Em julgamento do Recurso Ordinário em Habeas Corpus (RHC) 63334, de relatoria do ministro Luís Roberto Barroso, que discute a tipicidade da conduta de não pagamento do ICMS próprio devidamente declarado ao Fisco, formou-se maioria pela tipicidade da conduta.
Na decisão questionada, o Tribunal de Justiça de Santa Catarina (TJ-SC) entendeu que, para a configuração do delito de apropriação indébita tributária, o fato de o agente ter registrado, apurado e declarado o imposto devido não afasta nem exerce influência na prática do delito, que não pressupõe a clandestinidade.

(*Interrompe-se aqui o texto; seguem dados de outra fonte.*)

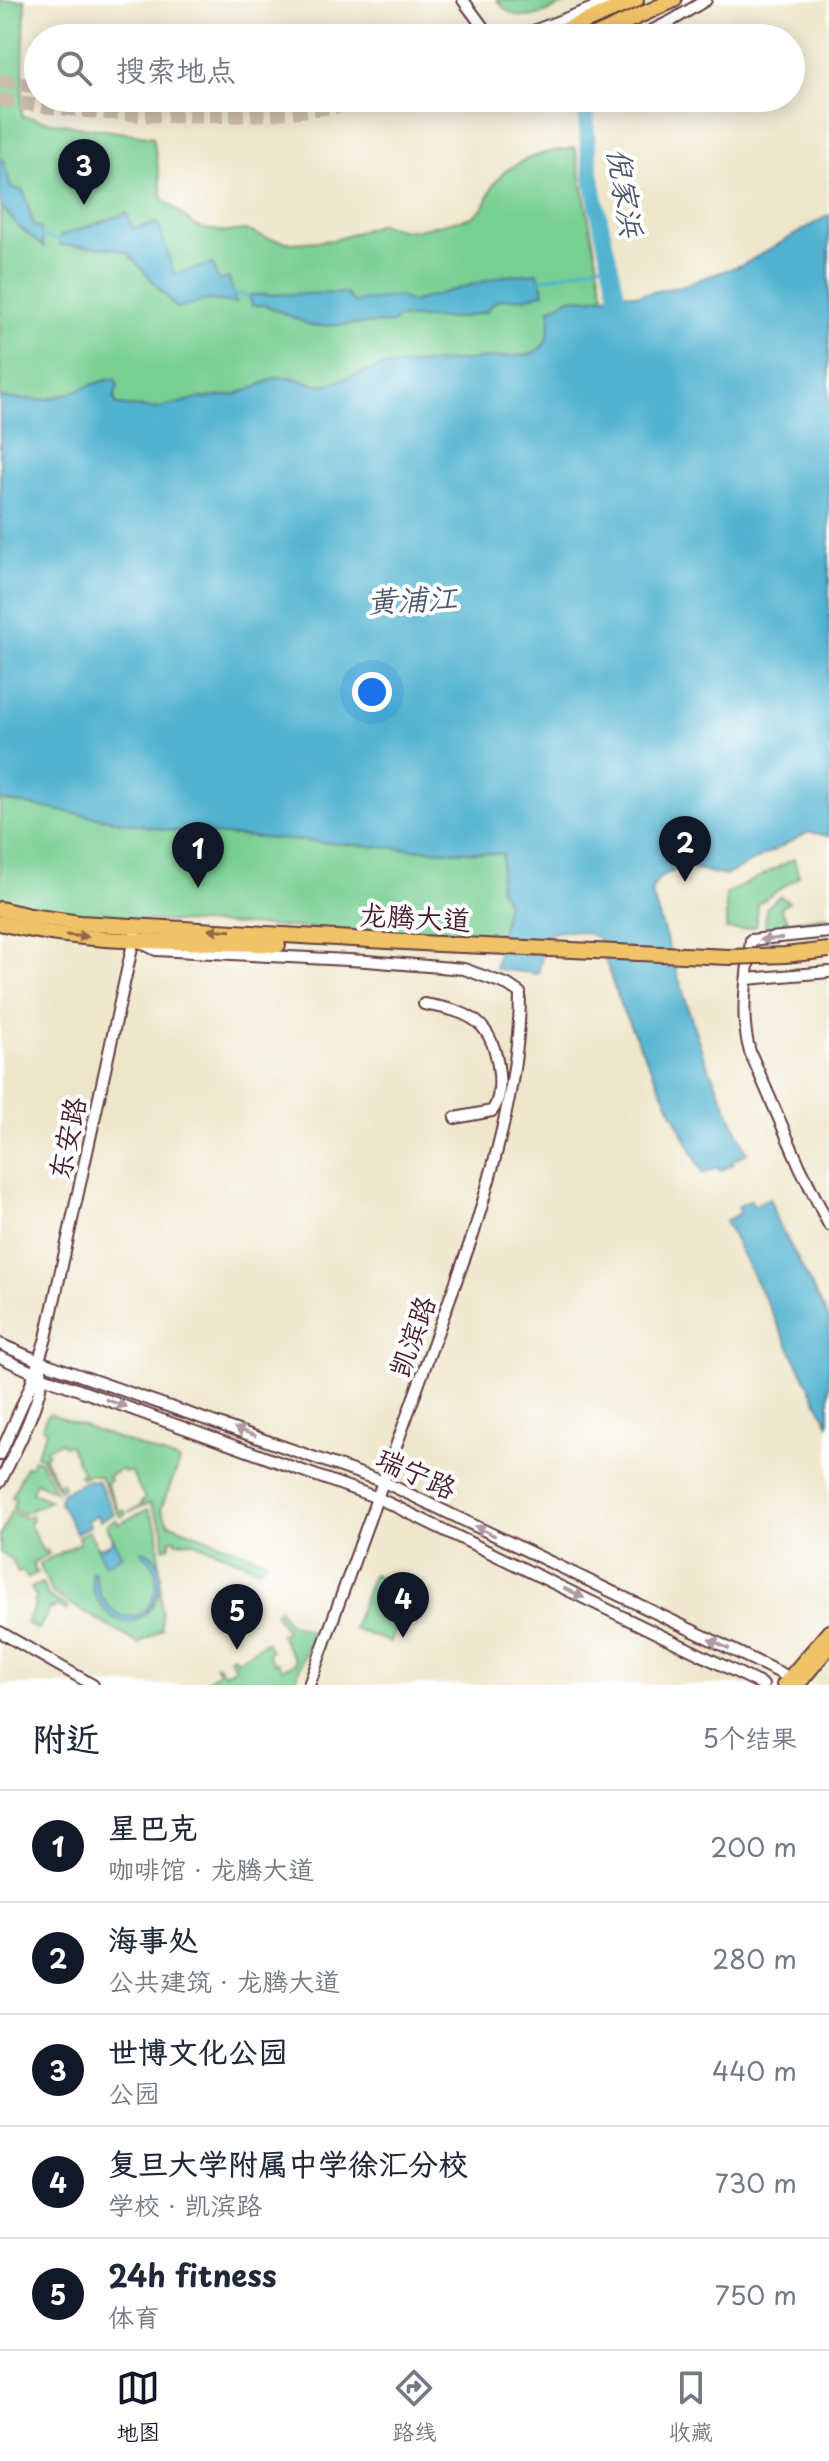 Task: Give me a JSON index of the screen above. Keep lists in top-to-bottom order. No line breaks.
{"streets":{"main road":["龙腾大道"],"street":["东安路","凯滨路","瑞宁路"]},"crossings":[["龙腾大道","东安路"],["龙腾大道","凯滨路"],["东安路","凯滨路"],["东安路","瑞宁路"],["凯滨路","瑞宁路"]],"water":["倪家浜","黄浦江"],"page":{"search":"搜索地点","pins":["3","2","1","4","5"],"heading":["附近","5个结果"],"list":[{"mark":"1","name":"星巴克","note":"咖啡馆 · 龙腾大道","value":"200 m"},{"mark":"2","name":"海事处","note":"公共建筑 · 龙腾大道","value":"280 m"},{"mark":"3","name":"世博文化公园","note":"公园","value":"440 m"},{"mark":"4","name":"复旦大学附属中学徐汇分校","note":"学校 · 凯滨路","value":"730 m"},{"mark":"5","name":"24h fitness","note":"体育","value":"750 m"}],"nav":["地图","路线","收藏"]}}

No recurso, a Defensoria Pública de SC afirmou que os pacientes estavam sendo processados criminalmente por mera inadimplência fiscal, pois não teria havido fraude, omissão ou falsidade de informações ao Estado.
Prevaleceu o voto do ministro Barroso, relator do caso.
O ministro enalteceu a relevância dos crimes tributários e asseverou que seu calote impede o país de “acudir as demandas da sociedade”. No entendimento do ministro, o ICMS não faz parte do patrimônio da empresa, que é mera depositária do valor, devendo repassá-lo à Receita estadual.
A conduta, dessa forma, se enquadra penalmente como apropriação indébita, delito capitulado no inciso II, do art. 2º da lei 8.137/90 que define os crimes contra a ordem tributária:
“Art. 2º Constitui crime da mesma natureza: […]
II – deixar de recolher, no prazo legal, valor de tributo ou de contribuição social, descontado ou cobrado, na qualidade de sujeito passivo de obrigação e que deveria recolher aos cofres públicos”.
O referido delito sujeita o seu autor à pena de detenção, de 6 (seis) meses a 2 (dois) anos, e multa.